Hi im new to air dry clay. Yesterday I tried making a trinket tray, but today when I tried to pick it up, it cracked (I think I might have added too much water). It wasn’t fixable, so I broke it apart so I could remake it. I added water to soften it again. It was about 40% dry, can it go back to being soft like before if I add water? or is it ruined and i can’t work with it anymore?This is what it looks like after breaking it apart. After adding a few drops of water I can still feel some dry, hard bits in the clay

  • Most likely yes if you keep adding water and kneading it. (I recommend looking up a video of someone "wedging" clay and trying to copy it)

    I would try and get thr clay to a point that's a but too wet for use and then letting it sit in a plastic bag or other air tight container for a day or at least overnight to let any dry parts fully absorb the water

    Then wedge the clay again and it should be good!

  • The vast majority of air dry clays on the market are natural water-based earthen clays with various additives. Thus they can be completely dried out, broken up into small pieces then ground into a powder and reactivated with water.

    This is rarely needed unless you're dealing with ceramic clay because you're trying to get a very specific moisture content and internal structure to your clay body. There's all this additional processing where you absorb the excess water out of the clay and then you wedge it to remove air bubbles, lots of work to get a good consistent clay body that's going to survive being fired somewhere in the vicinity of 2000° in a kiln.

    Generally all you need to do is dip it in some water or pour a little on top and knead it into the clay.

    Paper Mâché clay can be softened with water but you should knead in a bit of PVA glue because you're thinning that binder down, so it won't work quite as well.

    Sculptamold is a PM clay made by Amaco that uses plaster as the binder instead of PVA glue so isn't going to reactivate with water, you can break it down and mash into a watery paste but you're going to end up with an inferior product that falls apart.
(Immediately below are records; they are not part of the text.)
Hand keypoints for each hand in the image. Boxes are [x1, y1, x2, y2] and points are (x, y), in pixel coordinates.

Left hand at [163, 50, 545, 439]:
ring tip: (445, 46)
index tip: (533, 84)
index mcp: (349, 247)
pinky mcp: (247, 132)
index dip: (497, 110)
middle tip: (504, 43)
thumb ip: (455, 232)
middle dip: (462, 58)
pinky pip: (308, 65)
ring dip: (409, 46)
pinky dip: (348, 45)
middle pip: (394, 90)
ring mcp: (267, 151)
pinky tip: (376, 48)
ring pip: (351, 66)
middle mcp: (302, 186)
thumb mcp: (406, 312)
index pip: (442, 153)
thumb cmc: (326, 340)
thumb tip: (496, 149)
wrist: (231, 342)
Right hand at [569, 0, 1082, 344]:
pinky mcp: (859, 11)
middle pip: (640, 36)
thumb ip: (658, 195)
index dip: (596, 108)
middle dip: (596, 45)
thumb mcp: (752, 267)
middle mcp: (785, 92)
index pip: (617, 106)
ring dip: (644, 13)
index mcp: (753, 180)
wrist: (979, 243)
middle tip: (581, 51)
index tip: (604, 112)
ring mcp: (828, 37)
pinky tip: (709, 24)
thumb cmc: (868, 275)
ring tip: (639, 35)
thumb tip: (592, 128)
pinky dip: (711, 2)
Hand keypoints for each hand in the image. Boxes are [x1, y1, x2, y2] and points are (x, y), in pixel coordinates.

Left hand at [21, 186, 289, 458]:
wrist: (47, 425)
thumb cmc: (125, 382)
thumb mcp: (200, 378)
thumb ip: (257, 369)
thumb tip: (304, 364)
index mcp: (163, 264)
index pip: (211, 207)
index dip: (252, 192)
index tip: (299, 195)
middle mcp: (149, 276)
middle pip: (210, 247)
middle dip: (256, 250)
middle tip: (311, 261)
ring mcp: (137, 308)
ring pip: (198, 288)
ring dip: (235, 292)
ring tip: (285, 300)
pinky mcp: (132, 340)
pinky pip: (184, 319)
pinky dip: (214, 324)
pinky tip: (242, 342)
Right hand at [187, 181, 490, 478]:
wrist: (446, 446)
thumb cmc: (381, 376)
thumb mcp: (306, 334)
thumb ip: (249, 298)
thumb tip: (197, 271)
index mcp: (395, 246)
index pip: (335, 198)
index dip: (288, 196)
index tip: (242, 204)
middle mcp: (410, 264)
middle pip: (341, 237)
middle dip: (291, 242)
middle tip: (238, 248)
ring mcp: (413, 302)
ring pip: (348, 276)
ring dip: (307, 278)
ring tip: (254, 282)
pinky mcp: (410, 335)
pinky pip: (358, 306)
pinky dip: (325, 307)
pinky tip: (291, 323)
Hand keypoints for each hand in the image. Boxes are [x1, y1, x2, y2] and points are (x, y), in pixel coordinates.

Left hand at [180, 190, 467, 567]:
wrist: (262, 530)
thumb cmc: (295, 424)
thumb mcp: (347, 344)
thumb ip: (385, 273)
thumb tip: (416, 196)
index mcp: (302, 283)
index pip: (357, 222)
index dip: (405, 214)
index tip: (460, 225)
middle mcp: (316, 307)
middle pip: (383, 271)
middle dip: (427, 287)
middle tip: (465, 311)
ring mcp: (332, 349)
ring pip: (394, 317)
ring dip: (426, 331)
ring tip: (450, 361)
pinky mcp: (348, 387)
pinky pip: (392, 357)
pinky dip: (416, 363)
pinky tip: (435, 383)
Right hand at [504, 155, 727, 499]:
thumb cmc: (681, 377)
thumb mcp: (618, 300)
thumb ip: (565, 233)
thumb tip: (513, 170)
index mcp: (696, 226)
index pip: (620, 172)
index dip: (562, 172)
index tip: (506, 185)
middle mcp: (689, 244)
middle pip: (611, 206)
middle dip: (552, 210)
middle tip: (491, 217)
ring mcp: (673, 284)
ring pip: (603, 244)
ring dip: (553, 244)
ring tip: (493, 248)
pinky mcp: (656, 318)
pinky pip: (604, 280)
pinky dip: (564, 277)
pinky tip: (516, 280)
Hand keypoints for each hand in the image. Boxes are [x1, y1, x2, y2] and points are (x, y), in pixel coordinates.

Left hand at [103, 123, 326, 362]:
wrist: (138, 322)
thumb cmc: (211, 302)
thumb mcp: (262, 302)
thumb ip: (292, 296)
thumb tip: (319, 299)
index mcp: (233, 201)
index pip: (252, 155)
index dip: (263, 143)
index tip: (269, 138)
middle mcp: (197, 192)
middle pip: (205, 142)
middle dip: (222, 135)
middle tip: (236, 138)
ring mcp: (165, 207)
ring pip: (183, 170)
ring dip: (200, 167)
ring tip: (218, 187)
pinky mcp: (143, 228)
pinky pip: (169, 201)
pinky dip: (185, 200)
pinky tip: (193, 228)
    I'm unaware of any commercial clay that has acrylic polymer as a binder (similar to what is used to make acrylic paints) but if such a product existed it would be waterproof once dry.

    I make my own papier-mâché clay with cellular cellulose insulating materials mixed with Dental Stone and student grade acrylic paint so it is extremely strong and waterproof once set.

    EDIT: typo

    Do you mean cellular (inorganic glass) insulation or cellulose (organic fiber) insulation? Any pictures of the finished product?

    Sorry, voice-to-text typo.

    Cellulose (plant fiber) insulation is recycled, made mostly from processed newspaper. You have to pick out some bits of cloth/ thread from it and physically tear it up a bit to reduce the clumping. You get a massive bale for about 20 bucks.

    Household plastering products are made from beta plaster, but alpha plaster is harder to find but is much more durable. If you add 20% Portland cement (not Quick-crete or other concrete, no aggregate) to plaster you get a dental stone type material. I make monsters for outdoor Halloween displays. A 200 pound person can stand on the head without breaking it.

    If you want a material that's highly weatherproof you can use Rapidset Waterproofing Mortar. In papier-mâché clays, changing the binder from a glue to gypsum/limestone products pushes them past a glue into more of a structural material. The paper/cellulose fiber switches from being the structural material to being more of a filler.

    When I want something very big, not excessively heavy, strong and can sit out in rain and snow but I don't want to screw around with fiberglass, this is the material.